- EXERCISE DETAILS -
Set every entry below down once more, exactly as it stands, without images.

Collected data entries
################

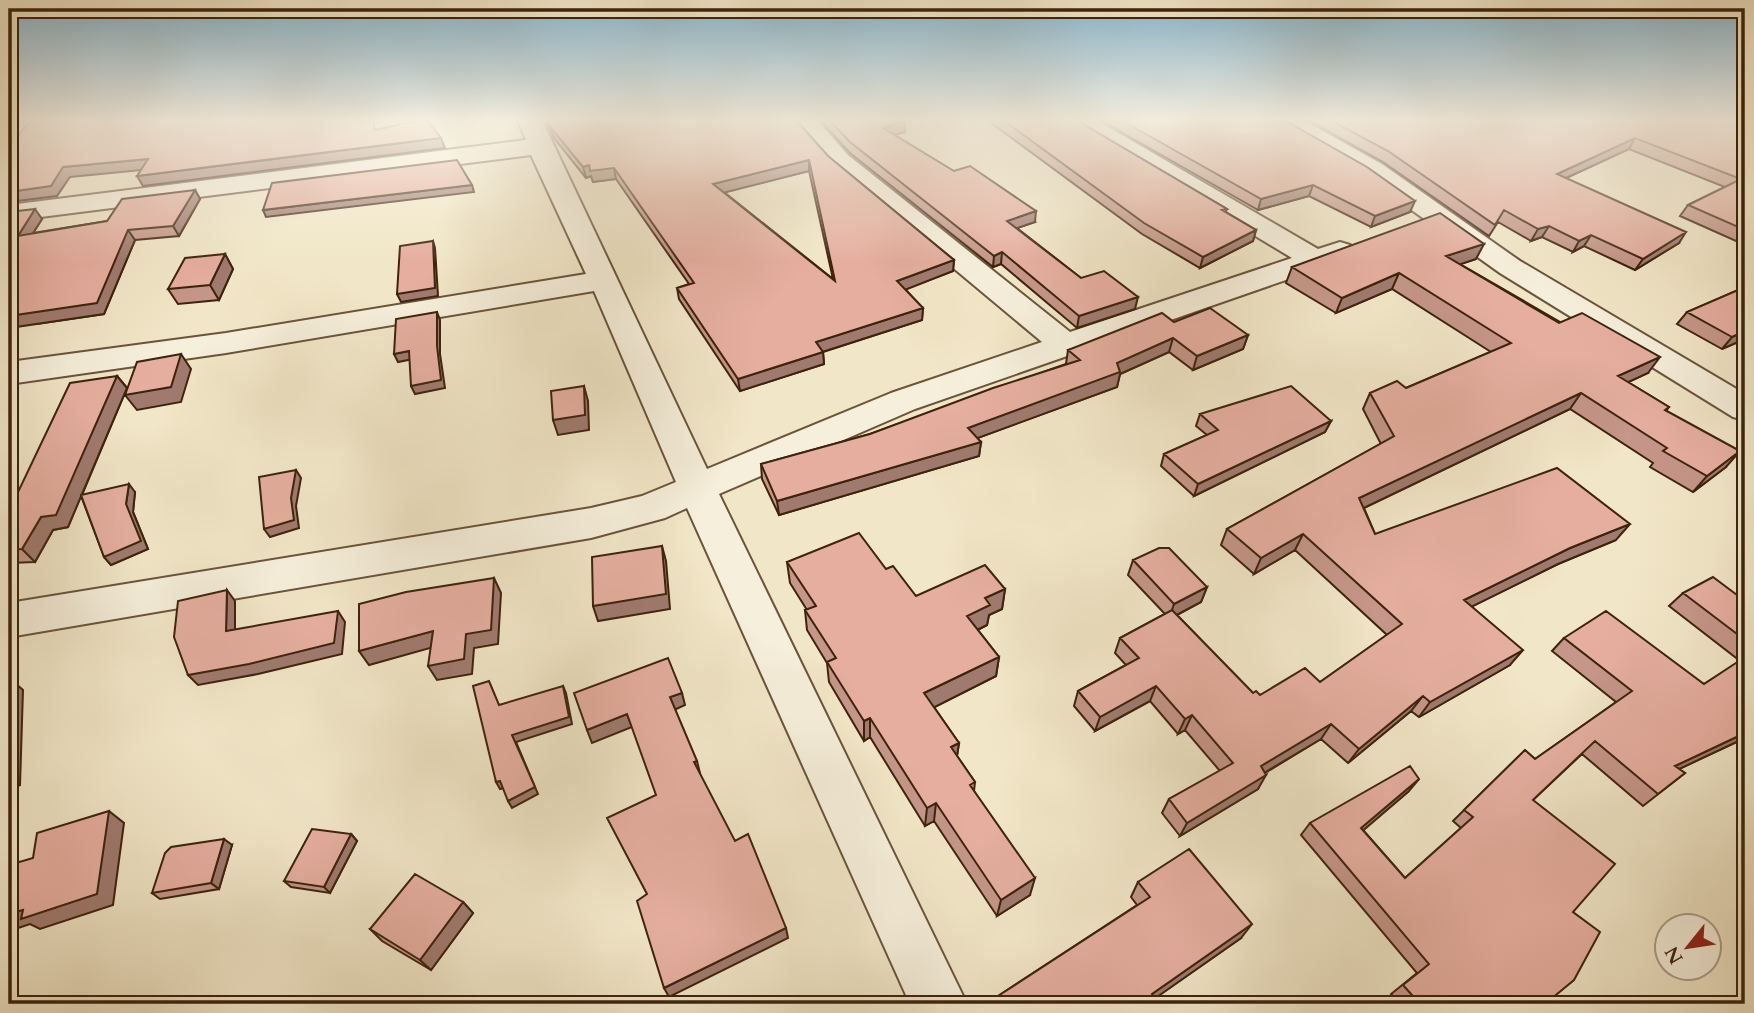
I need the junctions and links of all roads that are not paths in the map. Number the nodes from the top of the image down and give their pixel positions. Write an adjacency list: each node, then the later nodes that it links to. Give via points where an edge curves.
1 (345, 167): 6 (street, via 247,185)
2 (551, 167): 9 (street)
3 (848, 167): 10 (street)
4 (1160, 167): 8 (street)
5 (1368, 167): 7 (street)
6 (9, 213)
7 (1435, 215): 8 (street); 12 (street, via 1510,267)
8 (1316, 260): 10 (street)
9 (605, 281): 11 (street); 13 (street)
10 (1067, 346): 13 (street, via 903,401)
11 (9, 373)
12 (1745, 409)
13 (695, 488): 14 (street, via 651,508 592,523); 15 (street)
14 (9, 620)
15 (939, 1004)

################

- SOLUTION TO THE EXERCISE -
I need the junctions and links of all roads that are not paths in the map. Number the nodes from the top of the image down and give their pixel positions. Write an adjacency list: each node, then the later nodes that it links to. Give via points where an edge curves.
1 (345, 167): 6 (street, via 247,185)
2 (551, 167): 9 (street)
3 (848, 167): 10 (street)
4 (1160, 167): 8 (street)
5 (1368, 167): 7 (street)
6 (9, 213)
7 (1435, 215): 8 (street); 12 (street, via 1510,267)
8 (1316, 260): 10 (street)
9 (605, 281): 11 (street); 13 (street)
10 (1067, 346): 13 (street, via 903,401)
11 (9, 373)
12 (1745, 409)
13 (695, 488): 14 (street, via 651,508 592,523); 15 (street)
14 (9, 620)
15 (939, 1004)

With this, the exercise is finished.